Belloc also attracts readers as a de fender of the Roman Catholic faith, though I am not qualified to evaluate his success in that effort. In the opinion of A. N. Wilson, Belloc the apologist was always an embarrassment to the official keepers of the faith, and has grown more so. He was much less satisfactory in this role than Chesterton, though Chesterton, as Wilson argues persuasively, was intellectually the junior partner of the famous team.
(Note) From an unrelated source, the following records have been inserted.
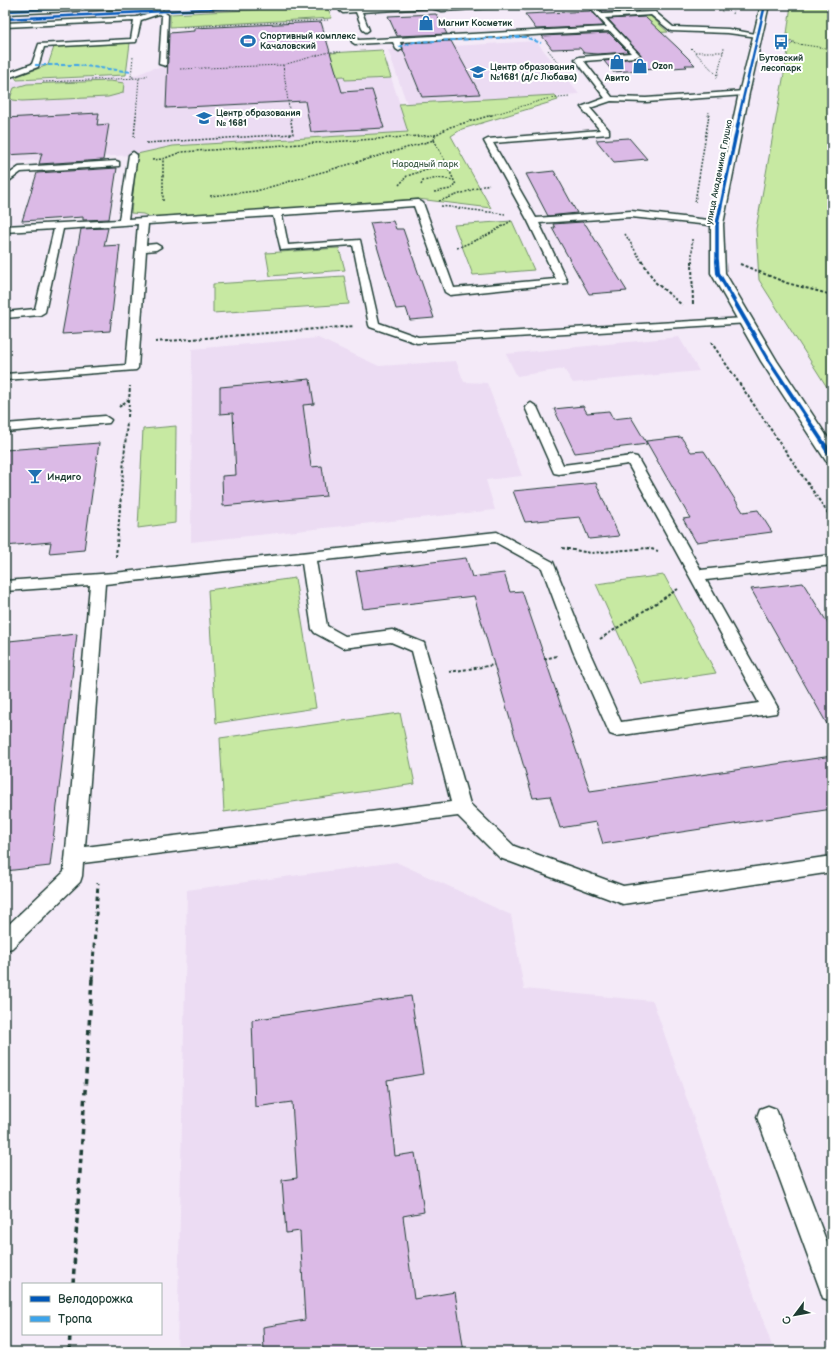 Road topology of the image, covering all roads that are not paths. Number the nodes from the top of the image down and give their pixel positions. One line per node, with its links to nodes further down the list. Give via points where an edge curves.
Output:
1 (144, 5): 10 (street)
2 (508, 5): 9 (lane)
3 (523, 5): 6 (lane)
4 (591, 5): 11 (lane)
5 (765, 5): 17 (street, улица Академика Глушко)
6 (547, 6)
7 (342, 8): 9 (lane); 13 (lane)
8 (159, 10): 12 (lane); 21 (lane, via 165,15)
9 (358, 10): 16 (lane)
10 (5, 11)
11 (600, 16): 15 (lane); 17 (lane, via 653,13 671,29)
12 (138, 18): 14 (lane); 22 (lane, via 134,41 41,45 35,65)
13 (346, 19)
14 (5, 25)
15 (612, 28): 19 (lane); 24 (lane, via 636,55 579,59)
16 (366, 30)
17 (758, 35): 23 (street, улица Академика Глушко)
18 (353, 36): 19 (lane, via 355,42)
19 (396, 40): 20 (lane)
20 (399, 49)
21 (162, 64)
22 (5, 77)
23 (744, 93): 24 (lane, via 646,100); 32 (street, улица Академика Глушко)
24 (610, 99): 30 (lane, via 585,107 606,132 488,141)
25 (133, 155): 31 (lane)
26 (116, 164): 27 (lane, via 19,170)
27 (5, 181)
28 (277, 213): 29 (lane); 30 (lane, via 418,203 450,292 562,281); 38 (lane, via 284,248 357,242 374,325 417,340)
29 (143, 221): 31 (lane); 36 (lane)
30 (533, 221): 32 (lane, via 631,214)
31 (123, 222): 33 (lane)
32 (717, 224): 38 (street, улица Академика Глушко, via 718,273)
33 (59, 226): 34 (lane); 37 (lane, via 40,312)
34 (5, 230)
35 (156, 247): 36 (lane)
36 (141, 248): 39 (lane, via 132,368)
37 (5, 314)
38 (745, 321): 43 (street, улица Академика Глушко)
39 (5, 377)
40 (531, 406): 46 (lane, via 559,470 632,460)
41 (105, 420): 42 (lane)
42 (5, 428)
43 (832, 457)
44 (308, 558): 46 (lane, via 498,537 548,565 581,651 616,729 770,708); 47 (lane); 49 (lane, via 320,629 343,642 392,636 419,647)
45 (832, 560): 46 (lane)
46 (697, 576)
47 (98, 579): 48 (lane); 50 (lane)
48 (5, 586)
49 (462, 808): 50 (lane); 51 (lane, via 507,852 623,895)
50 (75, 856): 52 (lane, via 73,876)
51 (832, 864)
52 (5, 941)
53 (768, 1117): 54 (lane)
54 (832, 1289)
Wilson, author previously of good biographies of Milton and Sir Walter Scott, has provided admirers of Belloc with what ought to become the definitive life. Previous biographies have lacked chronological and emotional distance. Wilson has had access to Belloc’s kin and acquaintances and to papers in private Possession, and he has had the benefit of just the right historical perspective (Belloc died in 1953). He approaches his subject with an old fashioned and very English stance, which can best be characterized as sympathetic realism—the best possible vantage point for biography. Glossing over none of the doubtful spots in the public or private man, he yet has a clear appreciation of Belloc’s virtues and a clear understanding of the central themes of a remarkable life.

 

[Hilaire Belloc: A Biography, by A. N. Wilson; New York: Atheneum]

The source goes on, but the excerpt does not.